Fin mai, un article du journal Ha’aretz[1] – que l’on pourrait qualifier de Monde israélien – jetait l’alarme sur « L’exode des Justes »[2]. A savoir les départs – définitifs et de plus en plus nombreux – d’intellectuels et de militants de gauche israéliens au cours des dernières années. Un phénomène qui doit être considéré comme un aboutissement dramatique de la tragique évolution de la politique israélienne, que l’administration Netanyahu a exacerbée au cours des 11 dernières années. Un phénomène qui devrait nous inciter une fois de plus, mais dans l’urgence, à nous interroger quant à l’attitude de nos dirigeants européens envers cette politique. En effet, « sans sanctions européennes, estime Zeev Sternhell[3], cofondateur de Shalom Arshav (La paix maintenant), ce qui reste de la gauche israélienne ne pourra pas bloquer l’annexion et l’apartheid ».
L’on a parfois entendu dire que la gauche israélienne – en particulier extraparlementaire – a représenté « l’honneur », « l’âme » d’Israël. D’autres lui ont reproché de ne pas avoir pu faire changer les choses dans une société que, rappelons-le, l’on se doit de considérer en sociologue, en historien, comme toute autre communauté humaine. Et cela malgré tout les ressentiments que suscite le conflit israélo-palestinien, l’injustice permanente qui y préside depuis trois-quarts de siècle et, plus encore, l’intransigeance et l’entêtement meurtriers des dirigeants que cette société s’est donnés. Il n’en reste pas moins que, comme l’écrit Goldmann, « ce départ témoigne de l’inexorable dérive de la société israélienne ».
Évolutions oubliées
Qui niera qu’au moins jusqu’à la Guerre froide, le mouvement sioniste recruta ses forces vives à gauche, même si, au sein de celle-ci, la tendance travailliste et social-nationaliste l’emporta assez vite sur une aile volontiers radicale, égalitariste et internationaliste[4] ? Plus, jusque dans les années 1950, le jeune État d’Israël apparut à beaucoup – et se complut à paraître – à gauche comme un État progressiste. Nelson Mandela lui-même ne bénéficia-t-il pas un temps d’un entraînement militaire au pays des kibboutzim ? L’on se rappellera aussi que la droite affirmée israélienne – les ancêtres du Likoud de Netanyahu – ne commença à se développer que dans les années 1930, à la faveur d’une immigration « bourgeosie » centre-européenne fuyant l’antisémitisme à l’Est et le nazisme. Cette image, cette vision d’un Israël « progressiste » ne commença à s’estomper qu’après la guerre de juin 1967, lors de laquelle une majorité de la gauche européenne – ne parlons pas de la droite – prit parti pour le dit « État hébreu ». Cette guerre sanctionna aussi un rapprochement non interrompu depuis avec les États-Unis. 10 ans plus tard, ce fut l’arrivée au pouvoir, de la droite dite « révisionniste ». Celle-ci exprimait il est vrai tout haut ce que la majeure partie de la gauche parlementaire traditionnelle pensait tout bas depuis longtemps, c’est-à-dire l’adhésion, à peine tacite, à la thèse du « Mur de fer » (voir encadré) de Zeev Jabotinski, maître à penser de ce que l’on a appelé le « sionisme révisionniste », doctrine de la droite dure sioniste, puis israélienne, principalement représentée par le parti Herout, ensuite par le Likoud. L’apaisement de la Guerre froide et l’évolution planétaire en faveur du néo-libéralisme, puis l’arrivée massive d’immigrants de l’ex-Union soviétique en déliquescence firent le reste…

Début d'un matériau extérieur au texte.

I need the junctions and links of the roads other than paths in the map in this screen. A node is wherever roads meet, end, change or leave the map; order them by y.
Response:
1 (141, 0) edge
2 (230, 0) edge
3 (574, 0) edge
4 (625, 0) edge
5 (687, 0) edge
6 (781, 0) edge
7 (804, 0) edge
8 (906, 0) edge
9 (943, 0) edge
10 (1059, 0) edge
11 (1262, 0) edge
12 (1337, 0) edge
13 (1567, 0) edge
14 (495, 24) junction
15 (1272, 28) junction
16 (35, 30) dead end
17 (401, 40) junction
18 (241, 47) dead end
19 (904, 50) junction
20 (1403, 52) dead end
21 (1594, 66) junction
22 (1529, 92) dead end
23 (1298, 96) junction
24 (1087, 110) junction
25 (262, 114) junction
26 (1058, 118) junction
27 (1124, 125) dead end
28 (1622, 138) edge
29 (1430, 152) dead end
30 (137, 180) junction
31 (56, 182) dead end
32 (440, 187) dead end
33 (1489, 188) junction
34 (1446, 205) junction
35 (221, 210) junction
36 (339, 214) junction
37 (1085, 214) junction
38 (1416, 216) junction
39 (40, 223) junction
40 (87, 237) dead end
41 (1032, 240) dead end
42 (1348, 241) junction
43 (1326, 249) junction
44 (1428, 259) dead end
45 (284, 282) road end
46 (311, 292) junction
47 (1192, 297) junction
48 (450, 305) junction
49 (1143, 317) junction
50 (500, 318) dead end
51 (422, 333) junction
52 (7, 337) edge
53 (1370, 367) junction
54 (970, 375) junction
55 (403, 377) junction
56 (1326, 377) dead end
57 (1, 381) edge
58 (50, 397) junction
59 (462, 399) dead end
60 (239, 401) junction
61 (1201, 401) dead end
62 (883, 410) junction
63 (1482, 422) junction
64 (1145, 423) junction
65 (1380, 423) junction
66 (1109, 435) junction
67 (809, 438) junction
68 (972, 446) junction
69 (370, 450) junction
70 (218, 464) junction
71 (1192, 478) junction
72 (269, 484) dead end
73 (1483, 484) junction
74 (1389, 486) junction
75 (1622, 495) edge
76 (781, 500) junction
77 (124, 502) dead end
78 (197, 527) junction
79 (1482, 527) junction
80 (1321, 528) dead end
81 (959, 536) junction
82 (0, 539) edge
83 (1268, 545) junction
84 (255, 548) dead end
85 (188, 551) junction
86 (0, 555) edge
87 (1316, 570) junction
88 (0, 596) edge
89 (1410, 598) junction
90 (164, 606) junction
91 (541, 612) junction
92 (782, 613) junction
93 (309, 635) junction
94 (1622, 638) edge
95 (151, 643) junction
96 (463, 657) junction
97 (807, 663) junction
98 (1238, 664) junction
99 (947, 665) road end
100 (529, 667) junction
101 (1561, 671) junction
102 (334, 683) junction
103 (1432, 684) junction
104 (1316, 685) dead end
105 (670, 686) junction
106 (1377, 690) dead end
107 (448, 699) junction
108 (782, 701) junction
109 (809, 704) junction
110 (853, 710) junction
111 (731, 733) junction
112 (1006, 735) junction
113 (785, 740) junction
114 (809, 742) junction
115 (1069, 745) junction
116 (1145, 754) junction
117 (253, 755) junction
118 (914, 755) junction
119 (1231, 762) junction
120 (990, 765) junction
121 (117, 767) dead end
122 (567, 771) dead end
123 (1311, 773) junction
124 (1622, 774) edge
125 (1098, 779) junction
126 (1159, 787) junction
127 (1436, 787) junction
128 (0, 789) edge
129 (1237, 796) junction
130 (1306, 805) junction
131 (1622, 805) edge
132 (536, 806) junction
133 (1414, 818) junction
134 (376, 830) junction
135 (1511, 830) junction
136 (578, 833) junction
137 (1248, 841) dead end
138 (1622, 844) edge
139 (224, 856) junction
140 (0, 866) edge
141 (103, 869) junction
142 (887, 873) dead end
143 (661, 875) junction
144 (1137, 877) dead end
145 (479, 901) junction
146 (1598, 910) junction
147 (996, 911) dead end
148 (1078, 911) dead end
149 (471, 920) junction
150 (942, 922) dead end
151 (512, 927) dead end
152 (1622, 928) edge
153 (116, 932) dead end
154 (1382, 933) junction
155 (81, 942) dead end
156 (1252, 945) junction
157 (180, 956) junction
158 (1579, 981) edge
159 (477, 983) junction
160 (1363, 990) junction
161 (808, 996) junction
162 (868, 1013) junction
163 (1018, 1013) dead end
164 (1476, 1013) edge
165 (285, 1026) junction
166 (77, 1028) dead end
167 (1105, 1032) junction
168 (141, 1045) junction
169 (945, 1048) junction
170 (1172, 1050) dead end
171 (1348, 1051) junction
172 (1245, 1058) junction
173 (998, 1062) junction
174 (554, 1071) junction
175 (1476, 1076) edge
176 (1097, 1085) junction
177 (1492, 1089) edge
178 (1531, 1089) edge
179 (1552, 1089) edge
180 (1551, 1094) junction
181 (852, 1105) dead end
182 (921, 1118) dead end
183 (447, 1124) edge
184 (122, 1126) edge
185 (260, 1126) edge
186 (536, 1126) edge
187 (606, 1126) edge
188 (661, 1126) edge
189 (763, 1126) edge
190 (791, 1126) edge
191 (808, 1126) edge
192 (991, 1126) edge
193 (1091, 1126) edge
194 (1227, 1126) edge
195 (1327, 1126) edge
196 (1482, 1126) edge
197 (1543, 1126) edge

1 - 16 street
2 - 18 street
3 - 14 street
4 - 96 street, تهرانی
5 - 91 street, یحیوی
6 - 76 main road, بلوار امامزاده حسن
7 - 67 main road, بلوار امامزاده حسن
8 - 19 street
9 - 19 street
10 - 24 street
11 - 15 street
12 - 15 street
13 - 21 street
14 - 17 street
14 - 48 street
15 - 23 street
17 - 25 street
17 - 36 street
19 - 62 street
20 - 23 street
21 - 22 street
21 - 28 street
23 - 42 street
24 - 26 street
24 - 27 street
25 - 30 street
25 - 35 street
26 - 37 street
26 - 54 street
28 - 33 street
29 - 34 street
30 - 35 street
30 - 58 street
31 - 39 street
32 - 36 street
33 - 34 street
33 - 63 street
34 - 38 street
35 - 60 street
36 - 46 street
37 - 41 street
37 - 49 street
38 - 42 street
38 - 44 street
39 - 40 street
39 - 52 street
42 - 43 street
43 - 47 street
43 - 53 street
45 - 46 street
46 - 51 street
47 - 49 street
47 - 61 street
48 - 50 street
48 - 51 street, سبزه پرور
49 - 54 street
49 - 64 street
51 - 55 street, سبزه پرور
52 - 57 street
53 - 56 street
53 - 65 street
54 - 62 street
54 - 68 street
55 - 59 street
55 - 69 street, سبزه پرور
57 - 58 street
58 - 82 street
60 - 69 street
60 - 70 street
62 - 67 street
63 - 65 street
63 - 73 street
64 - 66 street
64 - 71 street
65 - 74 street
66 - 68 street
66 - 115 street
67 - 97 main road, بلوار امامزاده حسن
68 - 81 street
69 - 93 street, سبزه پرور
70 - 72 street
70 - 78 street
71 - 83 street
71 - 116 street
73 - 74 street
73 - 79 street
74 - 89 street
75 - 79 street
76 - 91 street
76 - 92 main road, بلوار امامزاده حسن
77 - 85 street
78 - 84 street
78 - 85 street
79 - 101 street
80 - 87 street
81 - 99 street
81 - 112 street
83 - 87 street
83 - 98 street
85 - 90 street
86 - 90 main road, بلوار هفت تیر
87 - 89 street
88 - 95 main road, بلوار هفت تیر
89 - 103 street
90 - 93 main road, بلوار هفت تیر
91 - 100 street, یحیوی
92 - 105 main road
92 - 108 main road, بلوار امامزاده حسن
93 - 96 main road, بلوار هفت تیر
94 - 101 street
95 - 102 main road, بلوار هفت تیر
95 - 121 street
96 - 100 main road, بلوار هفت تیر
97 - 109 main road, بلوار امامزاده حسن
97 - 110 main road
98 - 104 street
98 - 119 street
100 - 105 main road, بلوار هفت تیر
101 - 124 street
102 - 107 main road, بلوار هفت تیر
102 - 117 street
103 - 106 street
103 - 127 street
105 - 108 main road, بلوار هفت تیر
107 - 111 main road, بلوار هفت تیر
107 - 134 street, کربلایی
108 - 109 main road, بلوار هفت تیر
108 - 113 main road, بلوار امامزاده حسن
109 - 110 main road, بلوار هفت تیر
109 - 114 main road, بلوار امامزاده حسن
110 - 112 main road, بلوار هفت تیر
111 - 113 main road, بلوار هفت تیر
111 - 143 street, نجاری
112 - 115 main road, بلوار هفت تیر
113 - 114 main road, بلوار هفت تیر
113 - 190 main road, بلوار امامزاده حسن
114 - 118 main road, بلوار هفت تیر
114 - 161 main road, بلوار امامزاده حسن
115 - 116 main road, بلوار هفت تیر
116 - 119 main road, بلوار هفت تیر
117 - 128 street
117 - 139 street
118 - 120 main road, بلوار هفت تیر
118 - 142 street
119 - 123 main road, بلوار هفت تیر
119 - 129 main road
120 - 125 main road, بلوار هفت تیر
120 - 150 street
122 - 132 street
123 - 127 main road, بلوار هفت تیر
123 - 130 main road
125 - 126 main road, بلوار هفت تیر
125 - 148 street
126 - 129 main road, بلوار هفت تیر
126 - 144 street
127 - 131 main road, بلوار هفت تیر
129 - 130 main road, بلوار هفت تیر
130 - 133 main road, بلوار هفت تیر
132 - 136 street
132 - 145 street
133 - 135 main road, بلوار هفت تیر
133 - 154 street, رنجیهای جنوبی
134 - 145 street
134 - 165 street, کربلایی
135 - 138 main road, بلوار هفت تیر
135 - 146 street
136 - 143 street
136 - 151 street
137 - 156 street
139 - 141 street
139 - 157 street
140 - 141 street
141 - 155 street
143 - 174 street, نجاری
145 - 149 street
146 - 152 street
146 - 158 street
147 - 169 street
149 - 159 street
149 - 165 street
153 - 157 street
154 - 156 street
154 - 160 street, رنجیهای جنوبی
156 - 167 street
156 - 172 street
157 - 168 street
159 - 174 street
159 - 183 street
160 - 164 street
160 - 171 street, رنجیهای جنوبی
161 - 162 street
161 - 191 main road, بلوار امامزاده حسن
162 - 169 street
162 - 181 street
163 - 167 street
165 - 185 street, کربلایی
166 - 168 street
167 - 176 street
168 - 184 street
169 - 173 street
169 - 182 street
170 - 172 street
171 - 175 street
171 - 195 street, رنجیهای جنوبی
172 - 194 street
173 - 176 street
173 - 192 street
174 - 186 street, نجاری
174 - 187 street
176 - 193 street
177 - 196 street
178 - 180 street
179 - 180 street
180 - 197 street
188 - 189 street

En entrant au nouveau gouvernement Netanyahu, le 26 avril dernier, le Parti travailliste, que Zeev Sternhell qualifie de « moribond », aurait « signé son arrêt de mort »[5].Aux yeux de l’opinion d’Europe occidentale, il est vrai, le clivage droite/gauche au sein de la société israélienne, assimilé aux différences entre le discours à l’égard des Palestiniens de la droite dure et celui appelant à « la paix » des travaillistes, occultait une autre réalité : c’était l’establishment ashkénaze qui votait travailliste et le petit peuple, très souvent sépharade et oriental[6], qui avait porté le Likoud au pouvoir en 1977.